Tom Parkinson's monthly column, introducing the diverse range of flora and fauna on show at Sanctuary Lakes.

A couple of years back, Martin Hutzebosch found a collection of large fossil bones on the Port Phillip Coastline, south of the Werribee River.  After a very thorough study by Melbourne University, the bones confirmed that our corner of Victoria was definitely home and habitat to the Australian Megafauna.   Using the latest research I thought it could be interesting to imagine what Sanctuary Lakes looked like and what animals gallivanted around it, 47,000 years ago between the Pleistocene and the Holocene periods.

Sanctuary Lakes lies on the very eastern rim of the Western Victorian Volcanic Plains. These basalt plains were formed by volcanoes over the last 6 million years; basalt which is cooled volcanic lava contains a multitude of large holes which make for natural water springs.  Locally we still see them as ponds by Point Cook Village and Jamieson Way.  In turn, these springs make the numerous creeks that cover the plains (our Skeleton Creek for example).  The plains were vast grasslands, full of unique plant species such as Kangaroo Grass, Spear Grass, Windmill Grass, Tussock and Plume Grass.

Plenty of vegetation and fresh water made the area the perfect territory for Australian Megafauna.  There were numerous species of Megafauna at the time but for now, let’s concentrate on four who still have smaller offspring living in Victoria.

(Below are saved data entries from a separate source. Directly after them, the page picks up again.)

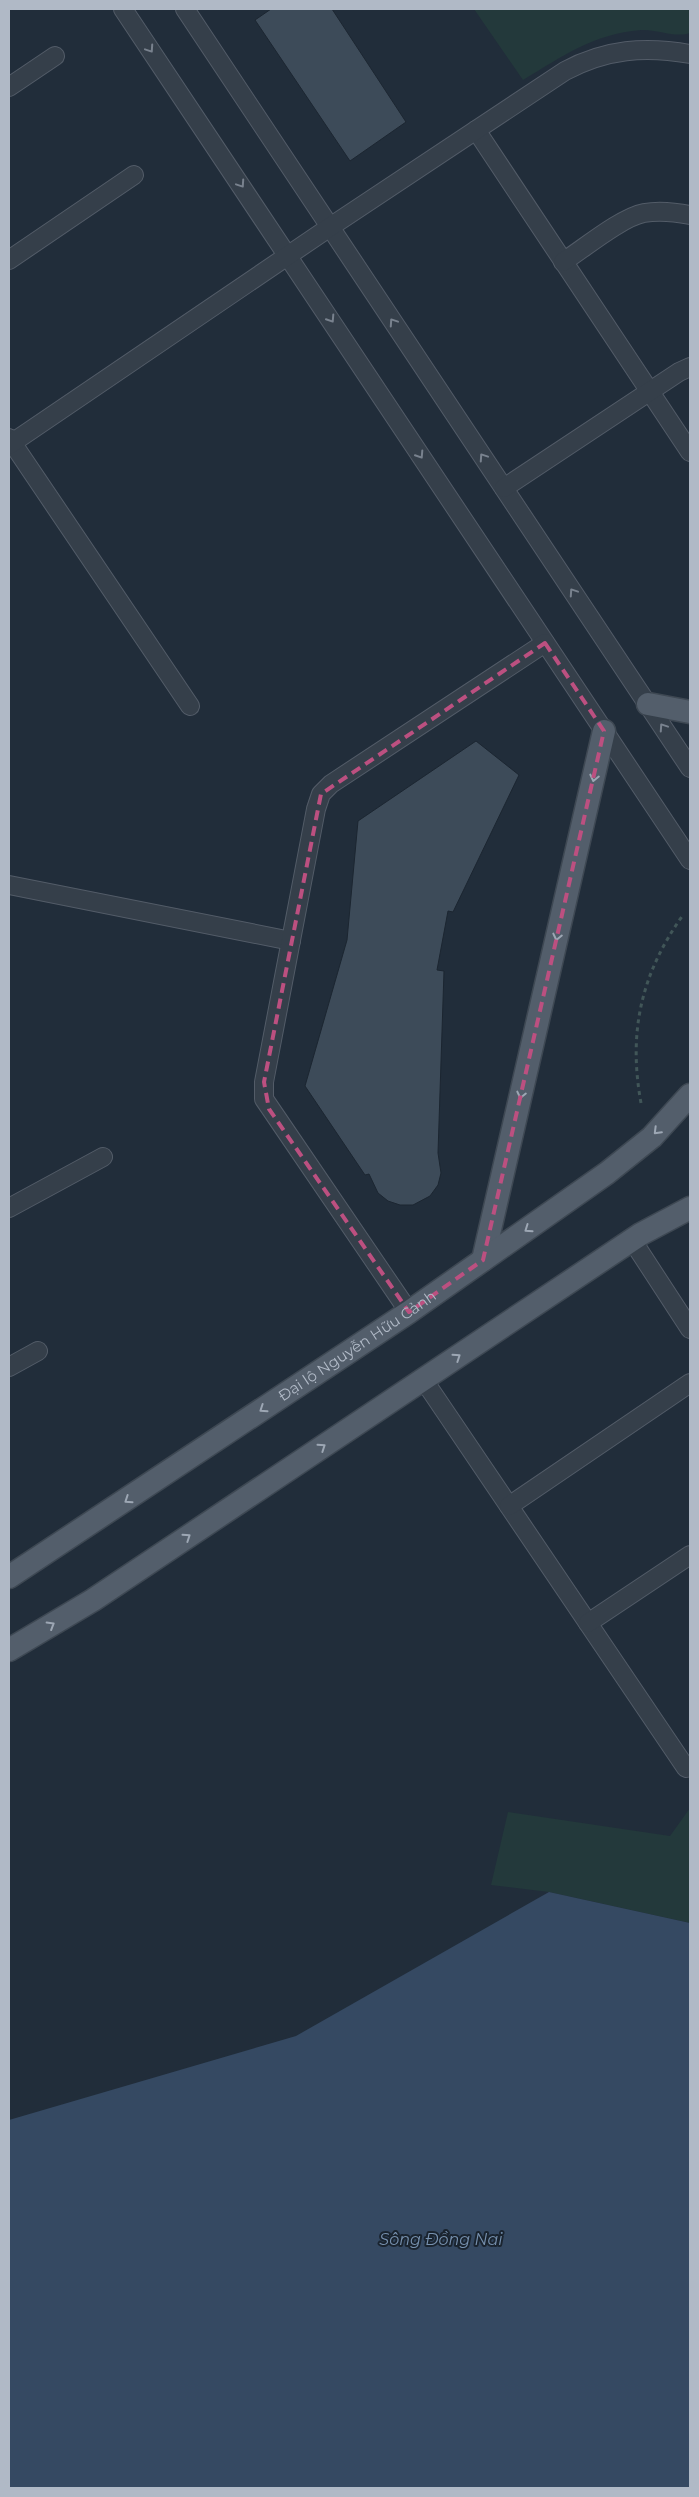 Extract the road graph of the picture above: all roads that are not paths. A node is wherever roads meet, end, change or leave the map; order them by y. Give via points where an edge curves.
1 (123, 9) edge
2 (185, 9) edge
3 (690, 54) edge
4 (55, 56) dead end
5 (9, 87) edge
6 (476, 130) junction
7 (134, 175) dead end
8 (690, 215) edge
9 (330, 227) junction
10 (289, 255) junction
11 (9, 260) edge
12 (563, 262) junction
13 (690, 367) edge
14 (650, 391) junction
15 (10, 442) edge
16 (690, 452) edge
17 (504, 488) junction
18 (544, 643) junction
19 (648, 704) junction
20 (190, 706) dead end
21 (690, 712) edge
22 (604, 731) junction
23 (690, 768) edge
24 (690, 860) edge
25 (9, 885) edge
26 (291, 941) junction
27 (690, 1095) edge
28 (103, 1157) dead end
29 (9, 1208) edge
30 (690, 1208) edge
31 (632, 1240) junction
32 (483, 1260) junction
33 (408, 1312) junction
34 (690, 1329) edge
35 (38, 1351) dead end
36 (9, 1367) edge
37 (423, 1380) junction
38 (690, 1383) edge
39 (509, 1506) junction
40 (690, 1555) edge
41 (9, 1576) edge
42 (588, 1623) junction
43 (9, 1650) edge
44 (686, 1768) dead end

1 -> 10 street
2 - 9 street
3 - 6 street via 633,49 584,61
4 - 5 street
6 - 9 street
6 - 12 street
7 - 11 street
8 - 12 street via 658,211 642,213
9 - 10 street
17 -> 9 street
10 - 15 street
10 -> 18 street
12 - 14 street
13 - 14 street
14 - 16 street
14 - 17 street
15 - 20 street
19 -> 17 street
18 - 22 street
18 - 26 street via 326,788 316,808
19 - 21 main road
23 -> 19 street
22 - 24 street
22 -> 32 main road
25 - 26 street
26 - 33 street via 264,1082 264,1099
27 -> 32 main road, Đại lộ Nguyễn Hữu Cảnh via 630,1156
28 - 29 street
30 - 31 main road
31 - 34 street
37 -> 31 main road
32 - 33 main road, Đại lộ Nguyễn Hữu Cảnh
33 -> 41 main road, Đại lộ Nguyễn Hữu Cảnh
35 - 36 street
37 - 39 street
43 -> 37 main road via 93,1600
38 - 39 street
39 - 42 street
40 - 42 street
42 - 44 street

Firstly the closest to a Jurassic monster the Giant Goanna Megalania prisca.

Two giant goannaSkeleton in the Melbourne Museum                        Giant Goanna attacking a Mihirung

The Giant Goanna was the largest terrestrial lizard ever known, measuring up to 5 metres in length, with an unusual crest on its snout.  The teeth were sharp and recurved with wrinkled, infolded enamel.  The Giant had small bones embedded in the skin of the snout and nape of the neck.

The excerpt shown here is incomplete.